The first interval is a test to see if I’ve got the intensity right, for VO2max work I should just be on the point of quitting. I remember where I got to, then back down and repeat. If I’ve judged the first effort correctly then I’ll usually hit that spot within a second or so for the rest and don’t need to look at a head unit or think about anything but hammering that effort. Since all the intervals are pretty much same time and distance then the power is the same.
If you are not a racer, then perhaps training is not as important. Currently, I’m not racing either, but I still want to train properly. However, if you want to hit your numbers, I think you should adapt.
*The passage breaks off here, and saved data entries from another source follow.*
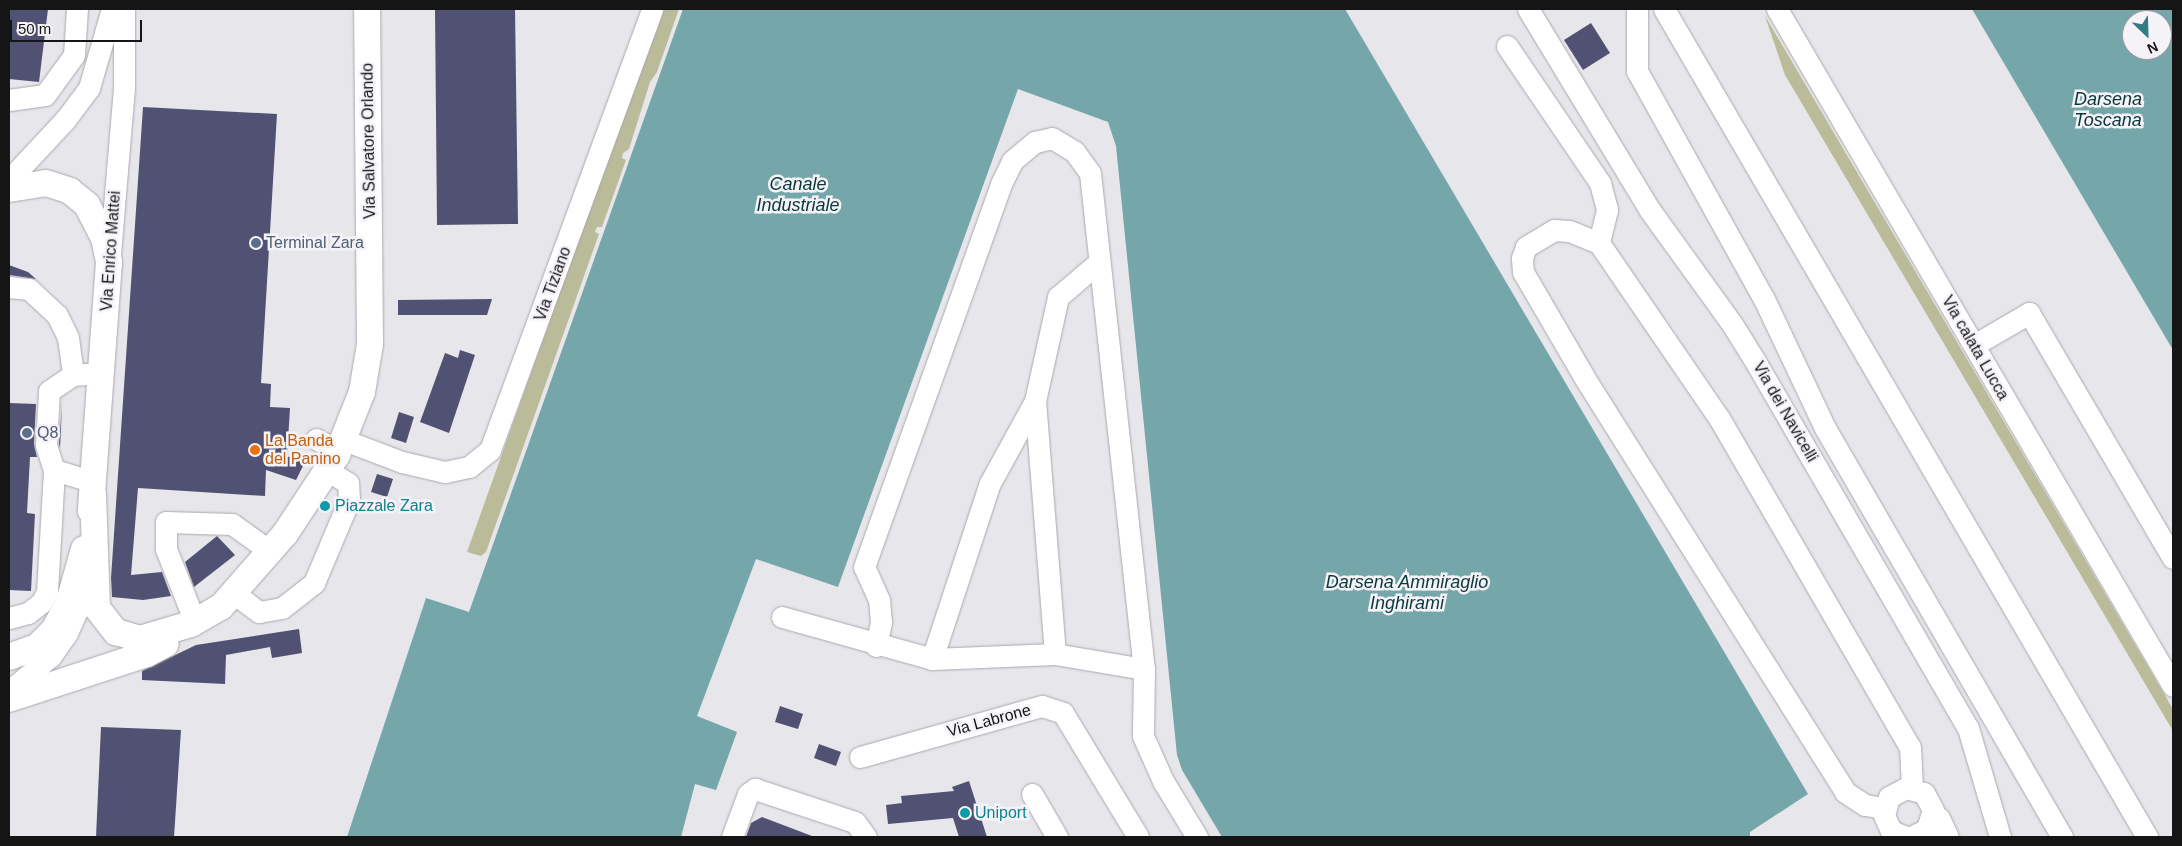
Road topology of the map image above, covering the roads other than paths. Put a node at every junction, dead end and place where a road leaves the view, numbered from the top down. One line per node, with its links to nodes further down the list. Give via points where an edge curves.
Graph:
1 (77, 9): 11 (street, via 74,55 45,95)
2 (112, 9): 12 (street, via 89,88 65,120)
3 (124, 9): 14 (street, Via Enrico Mattei, via 124,89)
4 (367, 9): 22 (main road, Via Salvatore Orlando, via 371,322 362,392)
5 (652, 9): 22 (street, Via Tiziano, via 490,450 479,461 459,471 445,472 384,456)
6 (1528, 9): 53 (street, Via dei Navicelli, via 1649,209 1751,354 1968,728)
7 (1636, 9): 54 (street, via 1637,70 1764,299 1825,428)
8 (1664, 9): 55 (street)
9 (1777, 9): 17 (street, Via calata Lucca)
10 (1507, 46): 13 (street, via 1600,183 1607,210)
11 (9, 100)
12 (10, 179): 14 (main road, via 46,183 70,191 87,205 100,227)
13 (1599, 243): 41 (street, via 1720,418 1910,747); 43 (street, via 1569,231 1554,230 1526,247 1522,258 1523,272 1595,394 1845,792 1865,805)
14 (109, 262): 18 (main road, Via Enrico Mattei)
15 (1099, 262): 20 (street, via 1058,297); 32 (street, via 1090,174 1074,152 1052,138 1035,142 1012,161 1001,184 864,567 880,600 881,622); 36 (street)
16 (9, 287): 19 (street, via 29,289 57,316 68,338)
17 (1974, 345): 27 (street, via 2029,313); 37 (street, Via calata Lucca)
18 (102, 373): 19 (street); 24 (main road, Via Enrico Mattei)
19 (73, 375): 23 (street, via 49,391 46,445)
20 (1035, 401): 33 (street); 35 (street, via 990,483)
21 (316, 440): 22 (street)
22 (337, 454): 25 (main road); 28 (street, via 348,483 349,500 314,582 282,608 258,612)
23 (54, 470): 24 (street); 30 (street, via 47,592 41,603 28,613)
24 (94, 488): 26 (main road, Via Enrico Mattei); 31 (main road, Via Enrico Mattei, via 94,592 103,620 116,632 131,639 149,637)
25 (271, 552): 28 (main road); 31 (street, via 232,524 166,522 166,549)
26 (83, 553): 34 (main road, Via Enrico Mattei, via 69,602 54,630 37,647); 38 (street, Via Enrico Mattei, via 83,592 67,633 44,663)
27 (2173, 558)
28 (235, 594): 31 (main road, via 221,607)
29 (782, 617): 32 (street)
30 (9, 618)
31 (193, 623): 39 (main road, via 174,640 146,654)
32 (876, 646): 35 (street)
33 (1055, 654): 35 (street); 36 (street)
34 (9, 658)
35 (932, 659)
36 (1144, 669): 49 (street, via 1143,736 1163,781)
37 (2173, 686)
38 (9, 691)
39 (9, 699)
40 (860, 757): 48 (street, Via Labrone, via 1042,706 1063,713)
41 (1912, 788): 43 (street, via 1894,793); 44 (street, via 1928,798)
42 (1032, 794): 47 (street)
43 (1884, 808): 50 (street, via 1887,826 1896,835)
44 (1933, 816): 51 (street, via 1928,829); 52 (street, via 1939,818)
45 (857, 832): 46 (street, via 755,789 748,794)
46 (732, 837)
47 (1057, 837)
48 (1138, 837)
49 (1197, 837)
50 (1906, 837)
51 (1911, 837)
52 (1948, 837)
53 (2000, 837)
54 (2062, 837)
55 (2147, 837)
Whether that means choosing a more suitable route or hill or doing part of the training indoors and then have the pleasure ride outdoors, I don’t know.
Before I joined TR, I’d do hill climb repeats. Picking the right hill was essential, and I had one nearby that was quite suitable, but not perfect. There is one traffic light, for example, and the incline isn’t steady, so there is an element of pacing involved if I want to minimize times. (At the time I did not have a power meter, so that wasn’t an option either.) On the plus side, at the times I would train there was very little traffic. Evidently, rather than spend 3 minutes at a certain wattage, I’d just go up the hill as fast as I could for 3, 4, 5 times.
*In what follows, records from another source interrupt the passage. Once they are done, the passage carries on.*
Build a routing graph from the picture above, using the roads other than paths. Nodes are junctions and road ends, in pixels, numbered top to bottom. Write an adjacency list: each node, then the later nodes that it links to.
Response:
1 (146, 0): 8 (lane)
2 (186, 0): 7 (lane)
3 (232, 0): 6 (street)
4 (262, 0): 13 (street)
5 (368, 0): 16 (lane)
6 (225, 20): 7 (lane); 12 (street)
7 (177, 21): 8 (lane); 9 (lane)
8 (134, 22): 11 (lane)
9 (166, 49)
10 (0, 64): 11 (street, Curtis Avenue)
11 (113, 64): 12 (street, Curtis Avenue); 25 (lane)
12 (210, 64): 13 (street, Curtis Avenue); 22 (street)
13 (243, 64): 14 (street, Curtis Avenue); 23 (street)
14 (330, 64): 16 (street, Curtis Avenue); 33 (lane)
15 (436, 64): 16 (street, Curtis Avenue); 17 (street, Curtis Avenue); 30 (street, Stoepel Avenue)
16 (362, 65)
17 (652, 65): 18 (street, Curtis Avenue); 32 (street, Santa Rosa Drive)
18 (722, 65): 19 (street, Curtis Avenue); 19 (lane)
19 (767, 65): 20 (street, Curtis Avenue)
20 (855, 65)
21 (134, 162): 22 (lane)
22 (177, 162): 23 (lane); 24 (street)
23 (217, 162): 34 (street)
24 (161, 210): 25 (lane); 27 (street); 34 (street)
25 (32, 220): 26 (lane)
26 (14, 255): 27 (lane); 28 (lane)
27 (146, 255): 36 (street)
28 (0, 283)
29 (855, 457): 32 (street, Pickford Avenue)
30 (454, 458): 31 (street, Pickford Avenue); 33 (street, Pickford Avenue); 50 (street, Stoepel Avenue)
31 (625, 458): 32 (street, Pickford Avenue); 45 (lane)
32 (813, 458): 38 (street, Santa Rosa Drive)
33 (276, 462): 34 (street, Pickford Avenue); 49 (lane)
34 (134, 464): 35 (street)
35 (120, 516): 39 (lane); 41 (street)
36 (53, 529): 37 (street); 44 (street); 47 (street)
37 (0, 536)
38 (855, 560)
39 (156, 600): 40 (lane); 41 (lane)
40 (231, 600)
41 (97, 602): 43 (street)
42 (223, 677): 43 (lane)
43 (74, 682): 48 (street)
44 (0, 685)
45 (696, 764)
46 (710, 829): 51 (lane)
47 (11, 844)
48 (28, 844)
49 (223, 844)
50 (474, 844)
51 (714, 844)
I am not sure whether your low cadence is the result of fatigue or unsuitable terrain, but if you have to grind just to make it up at VO2max power, your hill just might be too steep.
I actually just finished listening to this podcast from Kolie Moore today and at least his PoV is cadence is important for good VO2 work. The basic gist that I got is that the adaptations you’re after with VO2 work (primarily increased stroke volume) are best stimulated by high cadence (~110rpm) as higher cadence at the same power results in greater cardiac output and triggers the heart to adapt in more long-term helpful ways.
That said, if you’re just getting back into it, and don’t want to sweat it too much, any work that gets you breathing hard is probably good, but I would think 60rpm grinding on suspect knees is to be avoided. I’ve had a lot of knee problems myself and generally try to avoid anything above Z2 or 3 at lower than 85rpm.
Sounds reasonable. I might continue this a week or two, then go back to a more sensible cadence.
In the 5th interval, near the end, I went through a bad section of curving road where there is only one safe line (because of water-filled potholes). Due to fatigue and complacency (and distraction caused by passing a loose dog a bit earlier), I somehow missed the safe part of the road and got onto the loose, gravely shoulder. It was completely avoidable and unnecessary, but like @OreoCookie alluded to:
I had been through that section of road multiple times, and I knew how to do it successfully, but at max aerobic, I wasn’t thinking clearly. I came off the bike in soft dirt/gravel, and landed head/shoulder first onto a guardrail at 25mph+. The bike was fine but my helmet was trashed.
I managed to ride home at the end, with some help from some good guys, then spent 4 days in the hospital.
This road where I crashed isn’t the best for fast riding (at least for me). Thankfully, I have a safe, straight section of road (with negligible traffic) where I can get about 3 minutes, I will use that in the future (even though I am loathe to make a fool out of myself with high-intensity exercise in front of all the joggers and dog-walkers who frequent that area).
if you are training for events and other rides outside, it would probably be a good idea to still do some high intensity training outdoors while you are on rides by yourself, so that you regain that confidence to smash it when with others.
Just find a slightly shallower climb and go crush it! I agree, the cadence is a bit too low and grinding
Many people do VO2max intervals on small hills. That not only reduces your speed — and hence, the minimal length of the segment, it naturally gives you recovery time when you coast down the hill. Do you have any hills like that in your vicinity?